Portrait of the Author as a Historian: Penelope Fitzgerald

The Booker Prize-winning writer eschewed autobiographical novels for historical fiction in a bid to resolve the porous distinction between objective and subjective history, writes Alexander Lee.

Faulty facts: Fitzgerald in 1999

In 1875, Dante Gabriel Rossetti began a painting of Mnemosyne, the Greek personification of memory. It was an intriguing piece. Looking distractedly towards the viewer, Mnemosyne’s expression hovers between resignation and regret. In her right hand she holds a shining golden lamp, while in her left she grips the ‘winged chalice of the soul’ from which she has filled it. 
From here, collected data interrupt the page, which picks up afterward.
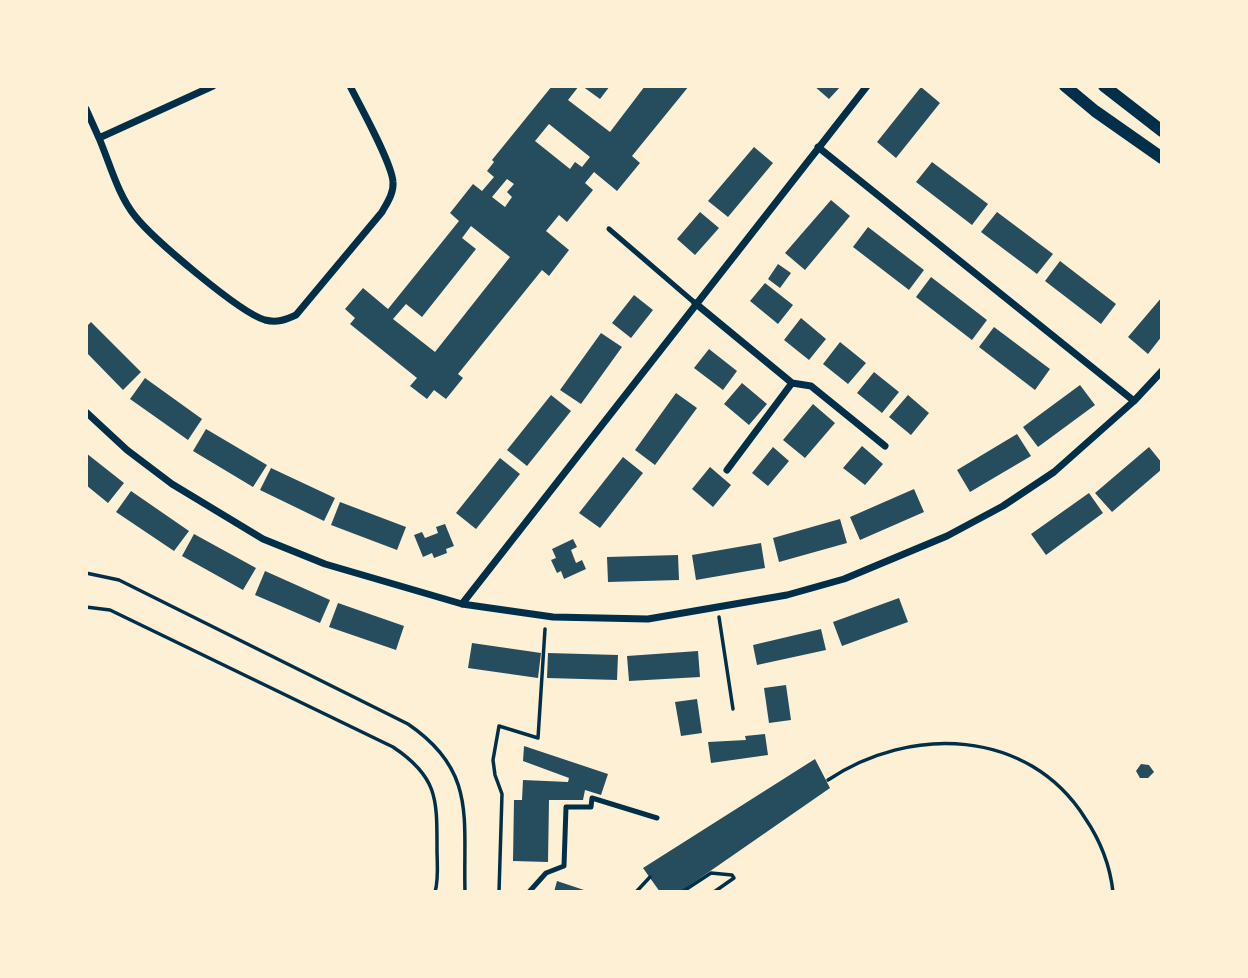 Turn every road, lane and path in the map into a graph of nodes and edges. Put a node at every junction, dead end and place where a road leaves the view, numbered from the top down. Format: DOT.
graph roads {
  1 [pos="213,86"];
  2 [pos="350,86"];
  3 [pos="867,86"];
  4 [pos="1065,86"];
  5 [pos="1104,86"];
  6 [pos="86,109"];
  7 [pos="1162,131"];
  8 [pos="99,138"];
  9 [pos="818,147"];
  10 [pos="1162,158"];
  11 [pos="608,229"];
  12 [pos="695,303"];
  13 [pos="1162,371"];
  14 [pos="792,383"];
  15 [pos="1135,401"];
  16 [pos="86,412"];
  17 [pos="885,446"];
  18 [pos="727,470"];
  19 [pos="86,573"];
  20 [pos="462,604"];
  21 [pos="86,607"];
  22 [pos="718,607"];
  23 [pos="546,616"];
  24 [pos="733,709"];
  25 [pos="828,780"];
  26 [pos="657,818"];
  27 [pos="650,877"];
  28 [pos="435,892"];
  29 [pos="465,892"];
  30 [pos="499,892"];
  31 [pos="529,892"];
  32 [pos="636,892"];
  33 [pos="682,892"];
  34 [pos="714,892"];
  35 [pos="1113,892"];
  1 -- 8 [label="street"];
  2 -- 8 [label="street"];
  3 -- 9 [label="street"];
  4 -- 10 [label="street"];
  5 -- 7 [label="street"];
  6 -- 8 [label="street"];
  9 -- 12 [label="street"];
  9 -- 15 [label="street"];
  11 -- 12 [label="lane"];
  12 -- 14 [label="street"];
  12 -- 20 [label="street"];
  13 -- 15 [label="street"];
  14 -- 17 [label="street"];
  14 -- 18 [label="street"];
  15 -- 22 [label="street"];
  16 -- 20 [label="street"];
  19 -- 29 [label="path"];
  20 -- 23 [label="street"];
  21 -- 28 [label="path"];
  22 -- 23 [label="street"];
  22 -- 24 [label="path"];
  23 -- 30 [label="path"];
  25 -- 35 [label="path"];
  26 -- 31 [label="lane"];
  27 -- 32 [label="path"];
  33 -- 34 [label="path"];
}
For Rossetti, the painting articulated the ambiguities of memory. As he asked: ‘Is remembrance the greater sorrow, or is it a pleasant room in a bitter hell?’ But the painting also had wider implications. Since Mnemosyne was the mother of the Muses and counted Clio (history), Thalia (comedy) and Melpomene (tragedy) among her daughters, it seems to suggest that the solace or suffering engendered by memory is the source of the poetic imagination on which fiction and history depend. As such, Rossetti’s Mnemosyne could be read as an illustration of Penelope Fitzgerald’s attitude towards writing the past in her historical novels. Coming to reject the positivism of the early 20th century, she embraced developments in contemporary scholarship to produce a blend of memory, history and fiction.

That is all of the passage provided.